I’ve embedded the video that Regulations.gov released about the launch below:

The relaunch includes the following changes:

  • New Regulations.gov and Web design.
  • A new “Browse” tab that groups regulations into 10 categories, sorted by industry
  • A new “Learn” tab that describes the regulatory process
  • Improved search
  • Integrated social media tools (Twitter, Facebook, YouTube and Regulations.gov Exchange)
  • New Application Programming Interfaces (APIs) and standard, Federal Register-specific URLs.

That last detail will be of particular interest to the open government and open data community. Sunstein explained the thinking behind the role of APIs at the WhiteHouse.gov blog:

Application Programming Interfaces (APIs) are technical interfaces/tools that allow people to pull regulatory content from Regulations.gov. For most of us, the addition of “APIs” on Regulations.gov doesn’t mean much, but for web managers and experts in the applications community, providing APIs will fundamentally change the way people will be able to interact with public federal regulatory data and content.

The initial APIs will enable developers to pull data out of Regulations.gov, and in future releases, the site will include APIs for receiving comment submissions from other sites. With the addition of APIs, other web sites – ranging from other Government sites to industry associations to public interest groups – will now be able to repurpose publicly-available regulatory information on Regulations.gov, and format this information in unique ways such as mobile apps, analytical tools, “widgets” and “mashups.” We don’t know exactly where this will lead us – technological advances are full of surprises – but we are likely to see major improvements in public understanding and participation in rulemaking.

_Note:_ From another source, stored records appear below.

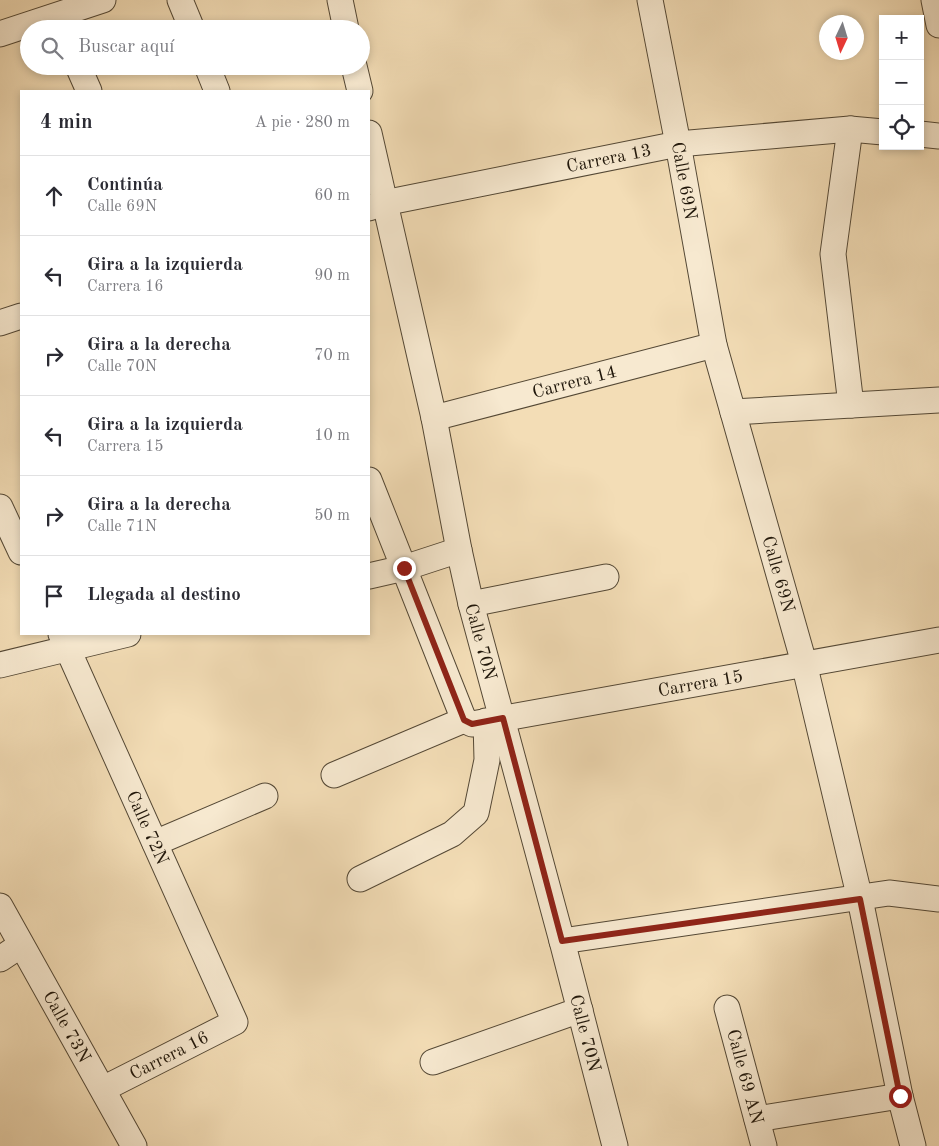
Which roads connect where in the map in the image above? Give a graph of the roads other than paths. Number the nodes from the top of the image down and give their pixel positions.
1 (103, 0) edge
2 (180, 0) edge
3 (340, 0) edge
4 (650, 0) edge
5 (934, 0) edge
6 (63, 20) edge
7 (188, 20) edge
8 (344, 20) edge
9 (939, 25) edge
10 (20, 30) edge
11 (0, 34) edge
12 (82, 75) edge
13 (211, 75) edge
14 (356, 75) edge
15 (89, 90) edge
16 (217, 90) edge
17 (360, 90) edge
18 (850, 129) junction
19 (879, 132) edge
20 (924, 134) edge
21 (939, 136) edge
22 (370, 143) edge
23 (678, 144) junction
24 (376, 206) edge
25 (20, 316) edge
26 (0, 323) edge
27 (714, 345) junction
28 (939, 400) edge
29 (851, 405) junction
30 (733, 412) junction
31 (434, 418) junction
32 (370, 483) edge
33 (0, 507) edge
34 (20, 550) edge
35 (459, 550) junction
36 (404, 568) junction
37 (370, 576) edge
38 (606, 577) dead end
39 (471, 604) junction
40 (119, 635) edge
41 (939, 640) edge
42 (64, 641) edge
43 (804, 663) junction
44 (0, 665) edge
45 (484, 720) junction
46 (334, 775) dead end
47 (265, 796) dead end
48 (155, 843) junction
49 (360, 879) dead end
50 (860, 899) junction
51 (939, 899) edge
52 (0, 906) edge
53 (562, 941) junction
54 (20, 945) junction
55 (0, 959) edge
56 (727, 1008) dead end
57 (580, 1010) junction
58 (235, 1022) joint
59 (433, 1062) dead end
60 (103, 1089) junction
61 (900, 1096) junction
62 (757, 1119) junction
63 (134, 1146) edge
64 (615, 1146) edge
65 (764, 1146) edge
66 (913, 1146) edge

1 - 6 street
2 - 7 street
3 - 8 street
4 - 23 street, Calle 69N
5 - 9 street
10 - 11 street
12 - 15 street
13 - 16 street
14 - 17 street
18 - 19 street, Carrera 13
18 - 23 street, Carrera 13
18 - 29 street
20 - 21 street
22 - 24 street, Calle 70N
23 - 24 street, Carrera 13
23 - 27 street, Calle 69N
24 - 31 street, Calle 70N
25 - 26 street
27 - 30 street, Calle 69N
27 - 31 street, Carrera 14
28 - 29 street
29 - 30 street
30 - 43 street, Calle 69N
31 - 35 street, Calle 70N
32 - 36 street
33 - 34 street
35 - 36 street
35 - 39 street, Calle 70N
36 - 37 street
36 - 45 street
38 - 39 street
39 - 45 street, Calle 70N
40 - 42 street
41 - 43 street, Carrera 15
42 - 44 street
42 - 48 street, Calle 72N
43 - 45 street, Carrera 15
43 - 50 street, Calle 69N
45 - 46 street, Carrera 15
45 - 49 street
45 - 53 street, Calle 70N
47 - 48 street
48 - 58 street, Calle 72N
50 - 51 street
50 - 53 street
50 - 61 street, Calle 69N
52 - 54 street, Calle 73N
53 - 57 street, Calle 70N
54 - 55 street
54 - 60 street, Calle 73N
56 - 62 street, Calle 69 AN
57 - 59 street
57 - 64 street, Calle 70N
58 - 60 street, Carrera 16
60 - 63 street, Calle 73N
61 - 62 street
61 - 66 street, Calle 69N
62 - 65 street, Calle 69 AN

While the APIs will need to be explored and the data behind them assessed for quality, releasing regulatory data through APIs could in theory underpin a wide variety of new consumer-facing services. If you’re interested in the APIs, click on “Developers – Beta” at Regulations.gov to download a PDF with that contains API directions, URLs and information about an API Key.

A time for e-rulemaking

This move comes as part of a larger effort towards e-rulemaking by this White House that will almost certainly be carried over into future administrations, regardless of the political persuasion of the incumbent of the Oval Office. In the 21st century, the country desperately needs a smarter approach to regulations.

As the Wall Street Journal reported last year, the ongoing regulatory review by OIRA is a nod to serious, long-standing concerns in the business community about excessive regulation hampering investment and job creation as citizens struggle to recover from the effects of the Great Recession.

As the cover story of this month’s issue of The Economist highlights, concerns about an over-regulated America are cresting in this election year, with headlines from that same magazine decrying “excessive environmental regulation” and calling for more accurate measurement of the cost of regulations. Deleting regulations is far from easy to do but there does appear to be a political tailwind behind doing so.

We’ll see if an upgraded online portal that is being touted as a means to include the public in participating in rulemaking makes any difference in regulatory outcomes. Rulemaking and regulatory review are, virtually by their nature, wonky and involve esoteric processes that rely upon knowledge of existing laws and regulations.

While the Internet could involve many more people in the process, improved outcomes will depend upon an digitally literate populace that’s willing to spend some of its civic surplus on public participation.

To put it another way, getting to “Regulations 2.0” will require “Citizen 2.0” — and we’ll need the combined efforts of all our schools, universities, libraries, non-profits and open government advocates to have a hope of successfully making that upgrade.